Vi porto nei caruggi che piacciono a me, in quel tempo che non abbiamo vissuto.
Là, dove Porta dei Vacca diviene naturale cornice della celebre Via del Campo, vi mostrerò alcuni frammenti di vita tratti da due mie cartoline, la prima di esse risale al 1906, la comprai un paio di anni fa.
Tic tac, tic tac, si mette in moto la macchina del tempo.
Eppure tutto sembra uguale, se non fosse per certi dettagli che raccontano altri giorni.
Si chiacchiera, all’imbocco della porta, una vecchia trascina stancamente una pesante borsa.
E questi gentiluomini hanno tutti il cappello in testa.

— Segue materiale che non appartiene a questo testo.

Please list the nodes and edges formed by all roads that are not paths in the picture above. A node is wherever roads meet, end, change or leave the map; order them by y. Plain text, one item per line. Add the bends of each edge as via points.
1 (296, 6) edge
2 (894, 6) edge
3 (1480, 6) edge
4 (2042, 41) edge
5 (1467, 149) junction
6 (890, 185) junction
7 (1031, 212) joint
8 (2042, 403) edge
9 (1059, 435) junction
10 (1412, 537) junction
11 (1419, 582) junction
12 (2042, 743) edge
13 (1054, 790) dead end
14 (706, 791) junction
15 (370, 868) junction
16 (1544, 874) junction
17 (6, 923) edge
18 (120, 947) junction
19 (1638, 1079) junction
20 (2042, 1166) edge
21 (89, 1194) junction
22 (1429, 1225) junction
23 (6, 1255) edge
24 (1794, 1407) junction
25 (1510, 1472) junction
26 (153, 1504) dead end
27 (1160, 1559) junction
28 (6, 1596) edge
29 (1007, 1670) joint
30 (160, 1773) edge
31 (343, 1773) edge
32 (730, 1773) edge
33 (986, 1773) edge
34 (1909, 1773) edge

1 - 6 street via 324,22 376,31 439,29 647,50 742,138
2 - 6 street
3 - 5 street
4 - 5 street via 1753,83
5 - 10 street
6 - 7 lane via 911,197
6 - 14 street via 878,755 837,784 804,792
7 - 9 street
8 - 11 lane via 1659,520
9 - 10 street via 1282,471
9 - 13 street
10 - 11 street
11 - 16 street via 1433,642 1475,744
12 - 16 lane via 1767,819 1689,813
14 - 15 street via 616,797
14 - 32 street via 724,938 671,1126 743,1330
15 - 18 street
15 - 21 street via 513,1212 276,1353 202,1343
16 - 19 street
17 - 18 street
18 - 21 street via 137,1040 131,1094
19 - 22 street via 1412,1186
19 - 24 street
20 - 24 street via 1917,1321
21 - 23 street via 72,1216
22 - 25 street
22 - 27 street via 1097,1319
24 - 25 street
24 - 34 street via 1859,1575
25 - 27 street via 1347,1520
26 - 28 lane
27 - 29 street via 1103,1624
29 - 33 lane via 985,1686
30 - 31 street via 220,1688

Una prospettiva familiare a tutti noi che amiamo i caruggi.
E sapete cosa mi colpisce? La perfetta lastricatura della via.
In questo tempo, in questa zona c’è l’insegna di un locale che attira molti avventori: il Caffè Firenze non teme la concorrenza!
E lì sotto c’è un uomo in attesa.
Ad attirare la mia attenzione è un’altra figura, riesco solo ad immaginare le sue quotidiane fatiche: si tratta di quest’uomo che incede lento portando sulle spalle una grande botte sicuramente ricolma di buon vino.
Oltre cento anni fa, su Porta dei Vacca, erano affissi manifesti che pubblicizzavano svariati eventi: a qualcuno interessa la sfida di lotta?
E su Via del Campo, sulla sinistra, aperto e teso a catturare la luce un bianco telaio con una delle diffusissime mampae dei nostri caruggi, qui trovate la loro storia.
Tic tac, il tempo scorre ma questa strada di Genova resta immutata.

In quest’altra cartolina, successiva alla precedente, c’è ancora una diversa folla a percorrere queste strade.
E ci sono altre mampae aperte verso il cielo azzurro di Genova, in questo caso si intravede una scritta su di esse, purtroppo non riesco a capire cosa c’è scritto.
Si aspetta la vita che verrà con un certo fatalismo: cappello in testa e mani in tasca.
E un giovane avanza con fare sfaccendato, alle sue spalle un carretto cigola inesorabile e sulla destra, quasi appoggiata al muro, una donna segue con gli occhi il turbine di folla che attraversa Via del Campo.
E si fanno affari d’oro in questa città portuale che vive del suo mare: questa è l’insegna di un certo Seneca Bernardi, la sua ditta si occupa di spedizioni commerciali.
La vita che verrà è incerta.
Non puoi mai sapere cosa ti accadrà, in qualunque epoca tu abbia vissuto.
E magari sei un ragazzino e te ne stai lì, con il berretto calcato sul capo, lo sguardo pieni di sogni che nessuno conosce e la testa immersa nei tuoi pensieri.
E accanto c’è un tipo corpulento, sarà un elegantone o forse il portiere di un Hotel? Non saprei dirlo, mi pare che indossi una specie di divisa.
E se dovesse venire a piovere ricordatevi che in Via Roma c’è il negozio di Stefano e Figli, vendono impermeabili e soprascarpe di gomma, c’è scritto sul manifesto appeso al muro!
Il tempo scorre inesorabile e con esso la vita di ogni giorno.
Un uomo fa i suoi affari su un improvvisato banchetto e un passante si ferma a guardare, un altro continua per la sua strada.
Sullo sfondo, a ridosso della porta, un secchio e una ramazza: bisognerà pur tenerla in ordine questa via percorsa ogni giorno da tante persone.
Una celebre strada di Genova, una piccola parte di mondo che è nel mio cuore.